§ Task: Search term "dead": please show all lines in the listing that contain it.

━━━━━ Data extracts

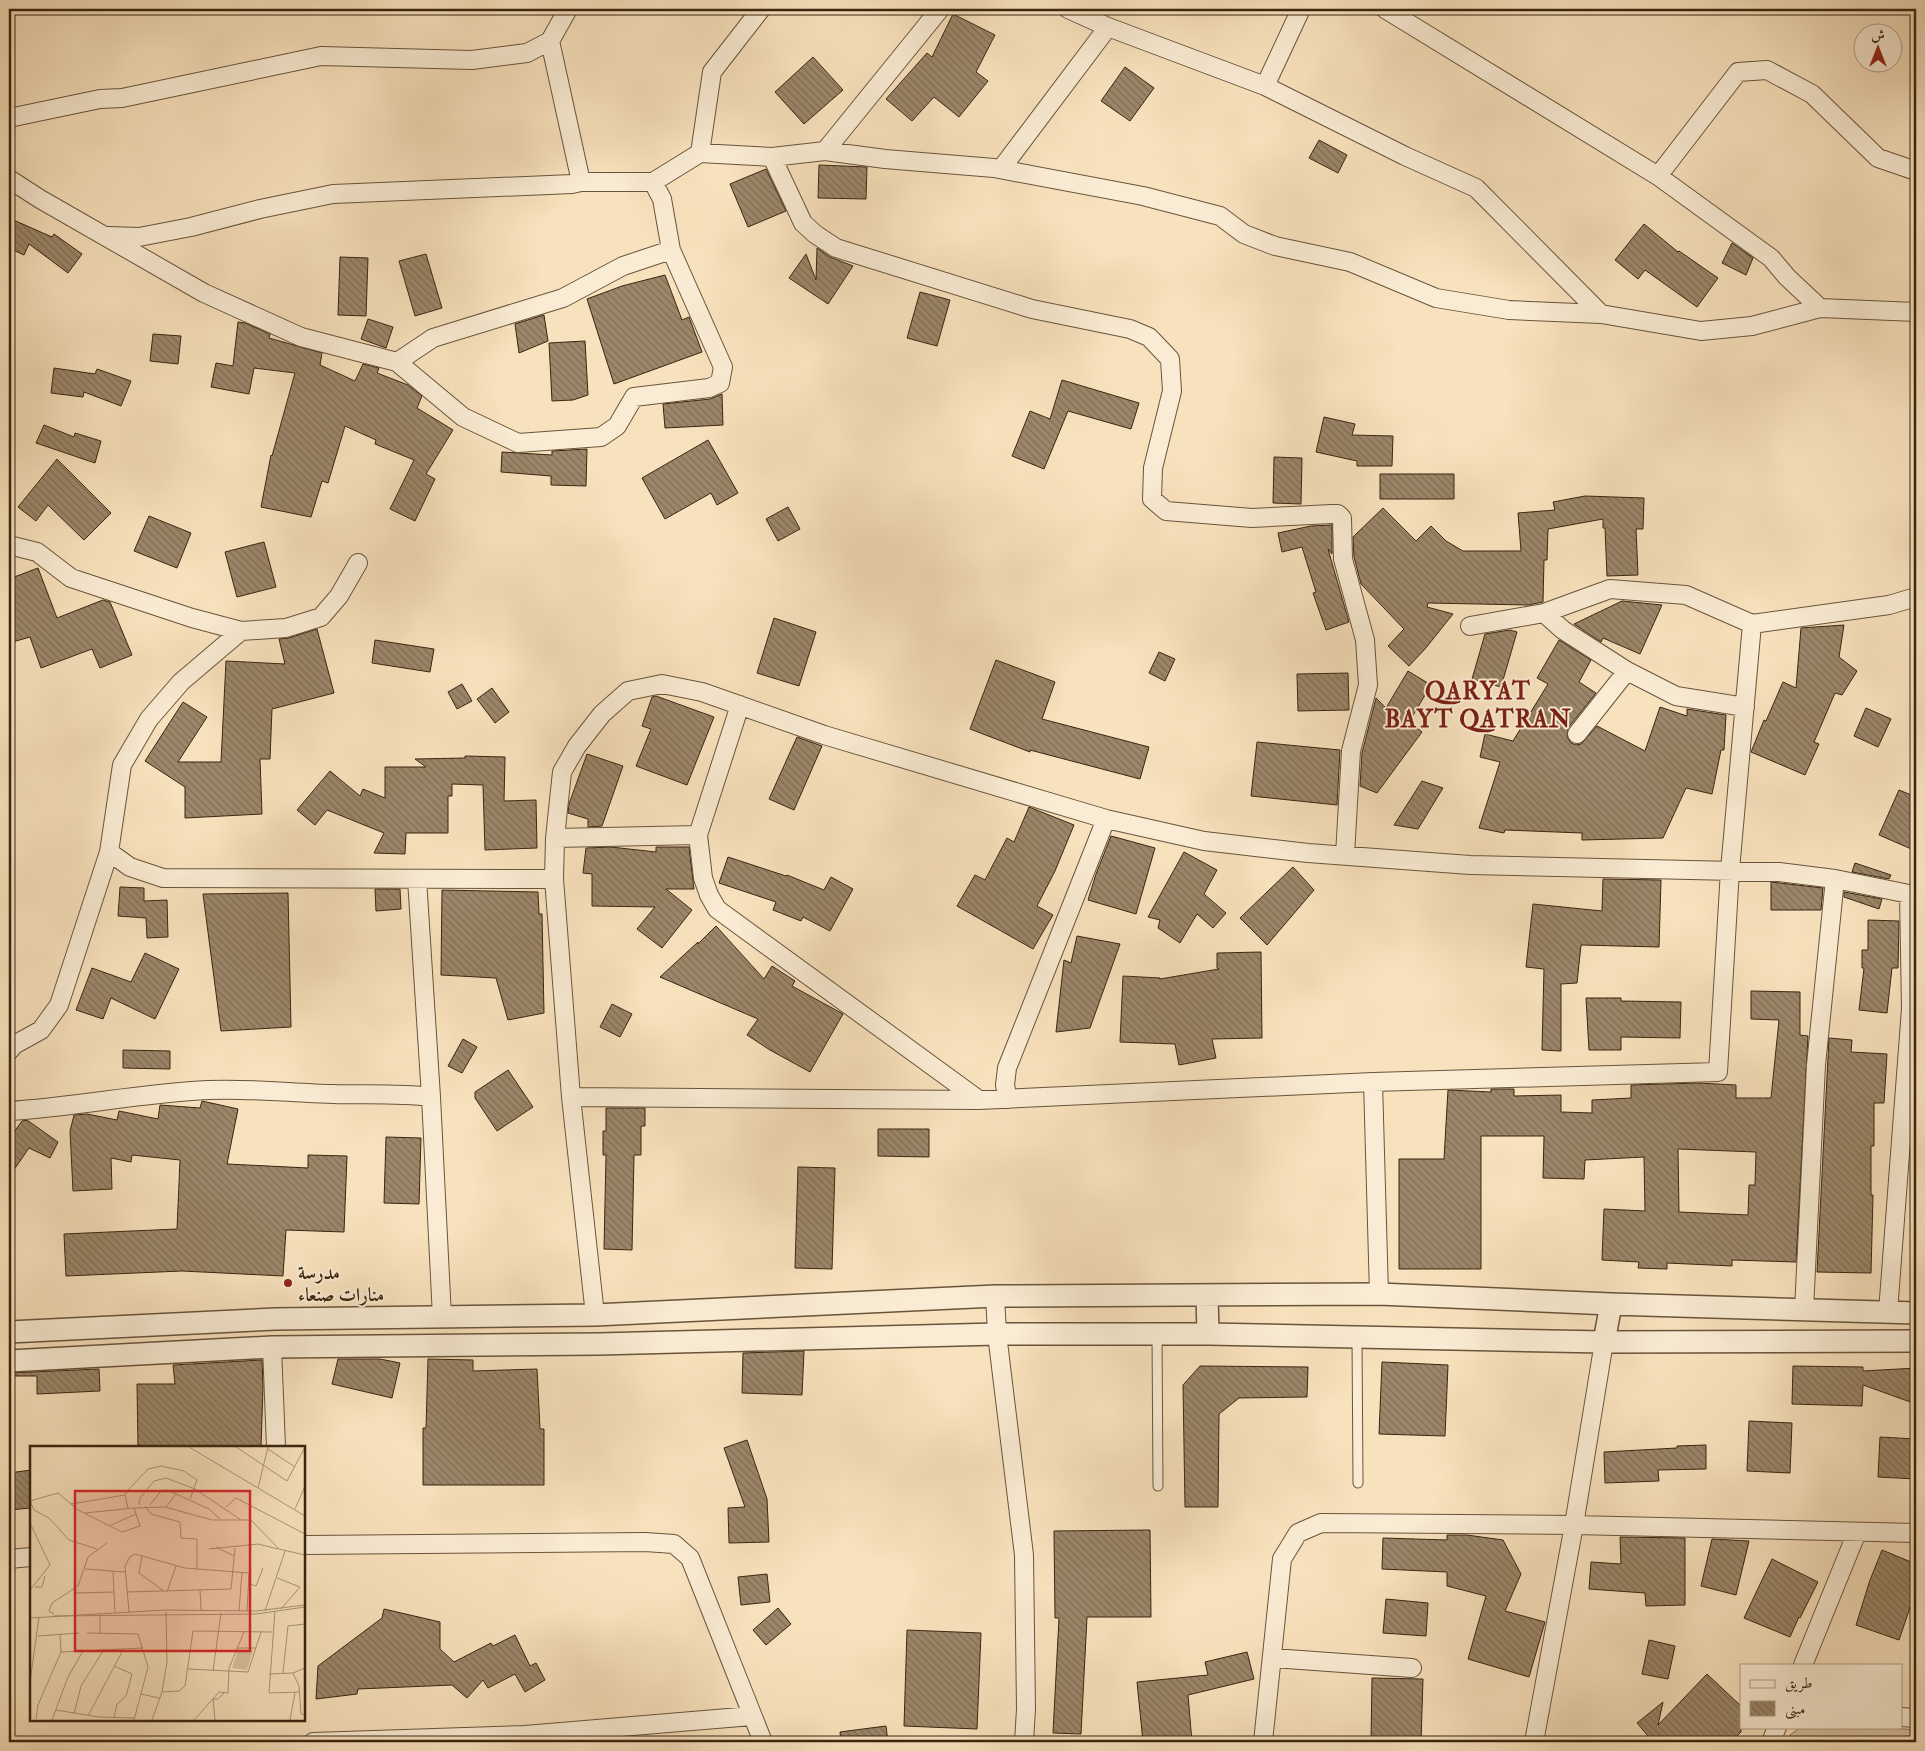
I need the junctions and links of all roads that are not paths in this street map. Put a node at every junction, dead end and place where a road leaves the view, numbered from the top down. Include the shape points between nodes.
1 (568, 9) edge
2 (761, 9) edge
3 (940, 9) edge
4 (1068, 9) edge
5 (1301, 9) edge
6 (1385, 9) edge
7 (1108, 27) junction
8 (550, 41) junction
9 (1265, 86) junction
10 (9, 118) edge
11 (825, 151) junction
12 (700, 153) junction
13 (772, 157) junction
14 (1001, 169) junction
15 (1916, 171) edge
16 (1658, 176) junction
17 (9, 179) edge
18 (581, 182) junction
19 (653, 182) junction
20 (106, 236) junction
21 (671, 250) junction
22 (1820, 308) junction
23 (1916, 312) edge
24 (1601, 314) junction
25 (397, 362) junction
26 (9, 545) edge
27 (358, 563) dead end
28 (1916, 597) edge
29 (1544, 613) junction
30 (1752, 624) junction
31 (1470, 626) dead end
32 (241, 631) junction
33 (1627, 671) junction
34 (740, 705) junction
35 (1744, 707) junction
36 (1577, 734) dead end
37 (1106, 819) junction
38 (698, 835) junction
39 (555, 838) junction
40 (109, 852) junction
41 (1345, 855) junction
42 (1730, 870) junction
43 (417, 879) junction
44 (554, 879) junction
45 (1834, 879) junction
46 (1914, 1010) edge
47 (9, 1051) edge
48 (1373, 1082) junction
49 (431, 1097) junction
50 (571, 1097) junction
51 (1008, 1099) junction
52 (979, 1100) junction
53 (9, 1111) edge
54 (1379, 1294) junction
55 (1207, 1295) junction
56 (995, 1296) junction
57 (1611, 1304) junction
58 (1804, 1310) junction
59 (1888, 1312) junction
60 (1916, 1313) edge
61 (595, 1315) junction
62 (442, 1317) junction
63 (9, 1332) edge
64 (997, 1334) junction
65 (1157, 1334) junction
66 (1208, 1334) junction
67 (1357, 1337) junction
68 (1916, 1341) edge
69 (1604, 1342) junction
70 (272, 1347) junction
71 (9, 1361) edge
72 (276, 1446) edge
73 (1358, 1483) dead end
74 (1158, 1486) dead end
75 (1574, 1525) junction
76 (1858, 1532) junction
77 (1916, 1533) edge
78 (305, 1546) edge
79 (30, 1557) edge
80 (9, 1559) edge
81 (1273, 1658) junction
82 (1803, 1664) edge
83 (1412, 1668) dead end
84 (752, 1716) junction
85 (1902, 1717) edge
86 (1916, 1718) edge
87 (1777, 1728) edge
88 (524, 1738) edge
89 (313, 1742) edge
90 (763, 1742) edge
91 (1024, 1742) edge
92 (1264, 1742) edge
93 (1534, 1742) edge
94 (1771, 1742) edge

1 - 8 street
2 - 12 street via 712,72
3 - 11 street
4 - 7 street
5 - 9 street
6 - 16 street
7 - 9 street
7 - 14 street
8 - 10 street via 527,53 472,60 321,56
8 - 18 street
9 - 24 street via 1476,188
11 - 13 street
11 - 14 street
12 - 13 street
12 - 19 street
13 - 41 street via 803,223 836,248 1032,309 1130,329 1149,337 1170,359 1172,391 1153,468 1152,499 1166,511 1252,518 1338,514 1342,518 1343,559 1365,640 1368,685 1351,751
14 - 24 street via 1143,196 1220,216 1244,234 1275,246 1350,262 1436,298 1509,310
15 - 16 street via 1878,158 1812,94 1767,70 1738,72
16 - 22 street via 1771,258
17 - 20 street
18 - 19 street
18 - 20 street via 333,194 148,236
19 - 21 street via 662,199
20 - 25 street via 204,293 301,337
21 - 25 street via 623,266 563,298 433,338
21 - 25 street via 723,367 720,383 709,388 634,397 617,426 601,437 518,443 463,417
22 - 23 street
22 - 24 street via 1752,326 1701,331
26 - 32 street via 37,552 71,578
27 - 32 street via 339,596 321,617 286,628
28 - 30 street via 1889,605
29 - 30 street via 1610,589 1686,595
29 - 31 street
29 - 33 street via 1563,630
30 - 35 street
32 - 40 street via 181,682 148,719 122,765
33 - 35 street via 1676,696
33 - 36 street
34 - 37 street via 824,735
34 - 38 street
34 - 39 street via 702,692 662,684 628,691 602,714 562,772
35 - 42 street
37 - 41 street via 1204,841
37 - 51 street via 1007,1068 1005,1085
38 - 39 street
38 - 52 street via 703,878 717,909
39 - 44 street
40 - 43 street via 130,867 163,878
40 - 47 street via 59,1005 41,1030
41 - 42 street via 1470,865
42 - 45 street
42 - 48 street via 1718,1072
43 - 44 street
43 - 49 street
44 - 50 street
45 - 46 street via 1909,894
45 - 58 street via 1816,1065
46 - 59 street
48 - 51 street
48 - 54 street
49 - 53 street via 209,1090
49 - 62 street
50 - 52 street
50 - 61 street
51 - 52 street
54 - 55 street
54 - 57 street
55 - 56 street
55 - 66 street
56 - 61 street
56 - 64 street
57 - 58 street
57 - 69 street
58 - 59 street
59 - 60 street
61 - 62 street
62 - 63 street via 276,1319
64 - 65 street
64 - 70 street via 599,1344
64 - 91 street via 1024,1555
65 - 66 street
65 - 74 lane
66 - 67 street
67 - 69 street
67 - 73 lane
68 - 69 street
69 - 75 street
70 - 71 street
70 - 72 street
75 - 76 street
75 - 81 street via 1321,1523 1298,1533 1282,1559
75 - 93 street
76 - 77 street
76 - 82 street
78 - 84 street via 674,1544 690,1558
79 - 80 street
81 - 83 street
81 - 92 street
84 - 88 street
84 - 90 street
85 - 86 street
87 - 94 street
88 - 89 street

━━━━━━━━━━

§ Solution below:
I need the junctions and links of all roads that are not paths in this street map. Put a node at every junction, dead end and place where a road leaves the view, numbered from the top down. Include the shape points between nodes.
27 (358, 563) dead end
31 (1470, 626) dead end
36 (1577, 734) dead end
73 (1358, 1483) dead end
74 (1158, 1486) dead end
83 (1412, 1668) dead end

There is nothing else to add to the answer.